Option 1: Put it in storage
If you don’t know how long you want to do van life and you know you want to return to the same city when you are done, then a storage unit might make a lot of sense. If you have a lot of valuable things and furniture that you don’t want to let go of, renting a storage unit will also be the way to go. Depending on where you live and the size of the storage unit, storage units can cost anywhere from $50-200 a month (or more).
Some things are important to keep safe, like documents, photos, letters, and portfolios for example. If these are the most important items you’re concerned about, consider digitizing them and keeping several copies on external hard drives and on Google Drive. A safe deposit box is a good option for important documents, jewelry, or small family heirlooms. You could also store these items at a friend or family member’s house that you trust.

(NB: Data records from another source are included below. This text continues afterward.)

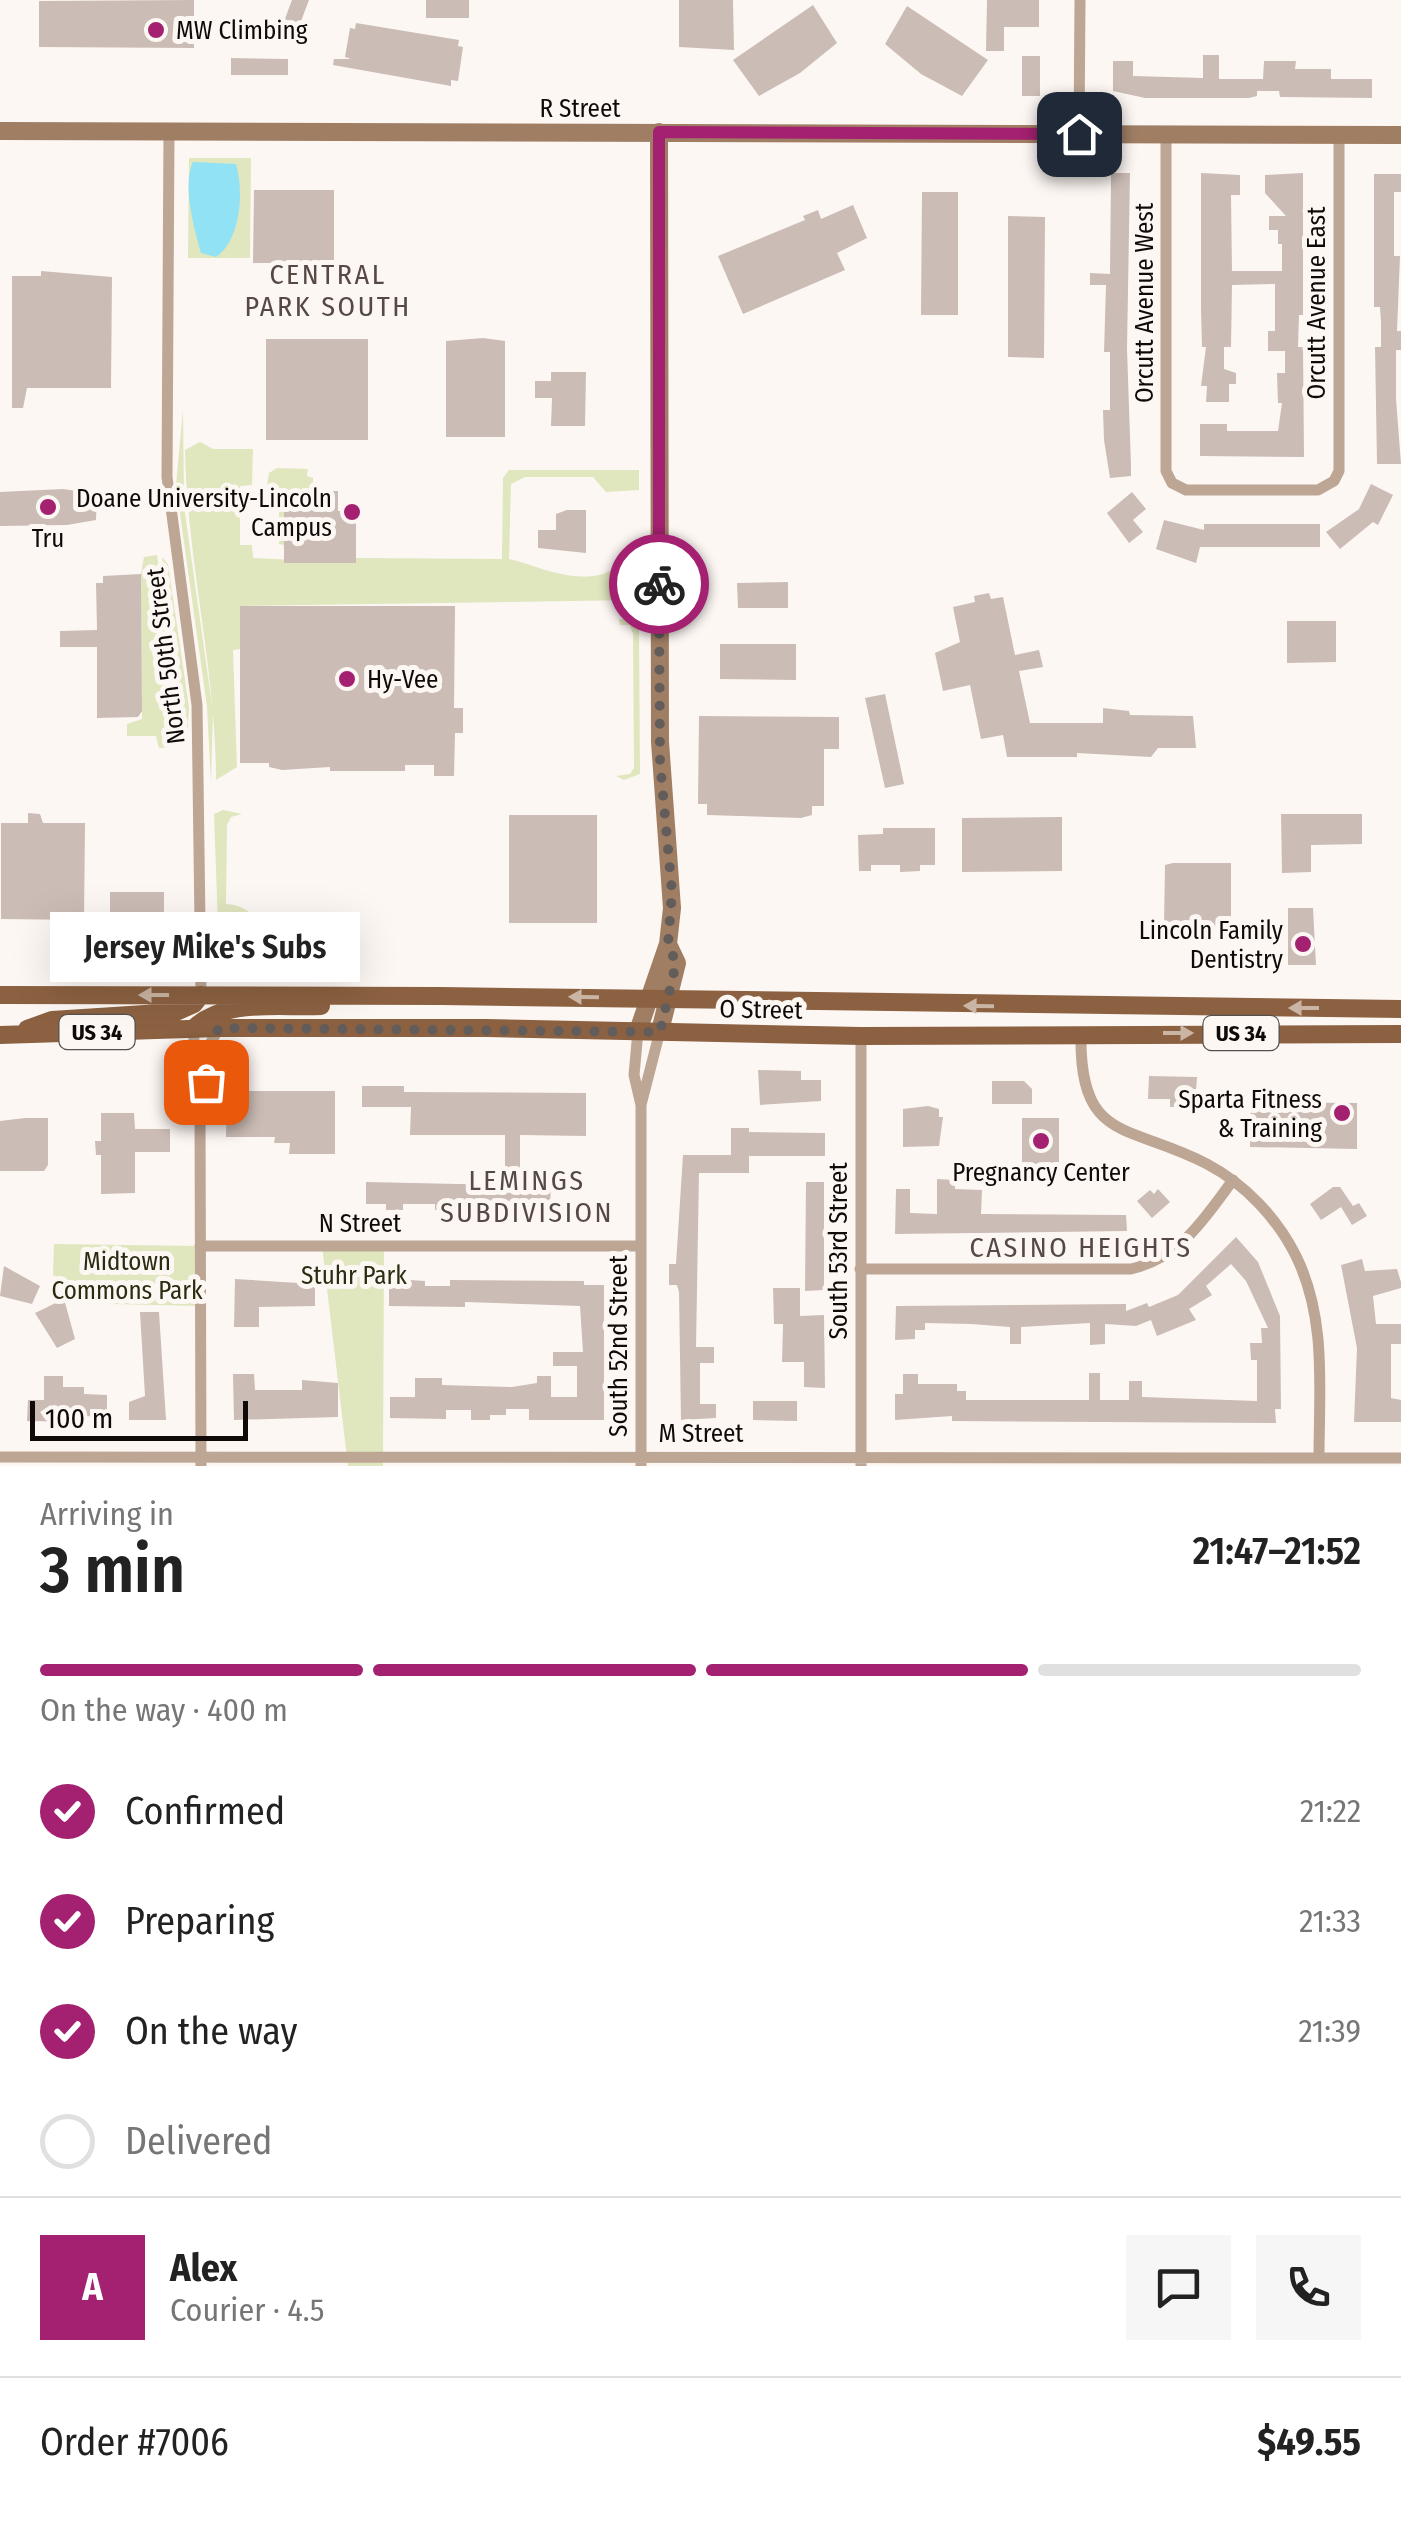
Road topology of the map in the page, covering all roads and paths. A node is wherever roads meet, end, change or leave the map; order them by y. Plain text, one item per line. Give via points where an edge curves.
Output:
1 (1080, 0) edge
2 (0, 131) edge
3 (169, 132) junction
4 (659, 132) junction
5 (1079, 134) junction
6 (1166, 134) junction
7 (1338, 135) junction
8 (1401, 135) edge
9 (1339, 472) joint
10 (201, 994) junction
11 (379, 995) junction
12 (0, 996) edge
13 (658, 999) junction
14 (1401, 1008) edge
15 (193, 1028) junction
16 (219, 1028) junction
17 (638, 1031) junction
18 (660, 1032) junction
19 (1080, 1033) junction
20 (1401, 1034) edge
21 (6, 1035) edge
22 (861, 1036) junction
23 (640, 1105) junction
24 (200, 1111) junction
25 (1233, 1180) junction
26 (200, 1246) junction
27 (640, 1246) junction
28 (860, 1270) junction
29 (0, 1456) edge
30 (1319, 1458) junction
31 (1401, 1458) edge
32 (201, 1461) edge
33 (641, 1461) edge
34 (861, 1461) edge
35 (1082, 1461) edge

1 - 5 street
2 - 3 main road, R Street
3 - 4 main road, R Street
3 - 10 street, North 50th Street via 167,477 198,705
4 - 5 main road, R Street
4 - 13 main road via 660,752 672,892 668,944 676,963
5 - 6 main road, R Street
6 - 7 main road, R Street
6 - 9 street, Orcutt Avenue West via 1166,471 1178,488 1224,490 1318,490
7 - 8 main road, R Street
7 - 9 street, Orcutt Avenue East
10 - 11 main road, O Street / US 34
10 -> 12 main road, O Street / US 34
10 - 21 main road via 176,1012 52,1020
13 -> 11 main road, O Street / US 34
11 - 15 main road via 324,1006 224,1010
14 -> 13 main road, O Street / US 34
13 - 17 main road
13 - 18 main road
15 - 16 main road, O Street / US 34
15 - 21 main road, O Street / US 34
15 - 24 street
16 - 17 main road, O Street / US 34
16 - 24 street via 210,1044
17 - 18 main road, O Street / US 34
17 - 23 street, South 52nd Street via 634,1074
18 - 22 main road, O Street / US 34
18 - 23 street, South 52nd Street
19 -> 20 main road, O Street / US 34
19 - 22 main road, O Street / US 34
19 - 25 street via 1081,1076 1098,1113 1120,1130
22 - 28 street, South 53rd Street
23 - 27 street, South 52nd Street
24 - 26 street
25 - 28 street via 1184,1243 1132,1269
25 - 30 street via 1282,1233 1307,1283 1319,1337
26 - 27 street, N Street
26 - 32 street
27 - 33 street, South 52nd Street
28 - 34 street, South 53rd Street
29 - 32 street, M Street
30 - 31 street, M Street
30 - 35 street, M Street
32 - 33 street, M Street
33 - 34 street, M Street
34 - 35 street, M Street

Otherwise, sort through every item piece by piece and decide what can be sold, donated, given to friends, recycled, or thrown away. Then, do it again. Do it a third time if you need to. Invite a friend over that’s good at getting rid of things and solicit their help. After going through this process multiple times with a discerning eye, if you need to get a storage unit, get the smallest and least expensive one possible to cut down on cost and burden.
Option 2: Sell your stuff
Selling your stuff is a great idea if you’re considering moving somewhere else after your travels, if your stuff doesn’t hold much sentimental value, if it’s replaceable, or if you plan to transition to full-time van life indefinitely. It’s also a great way to get a little extra cash for van life.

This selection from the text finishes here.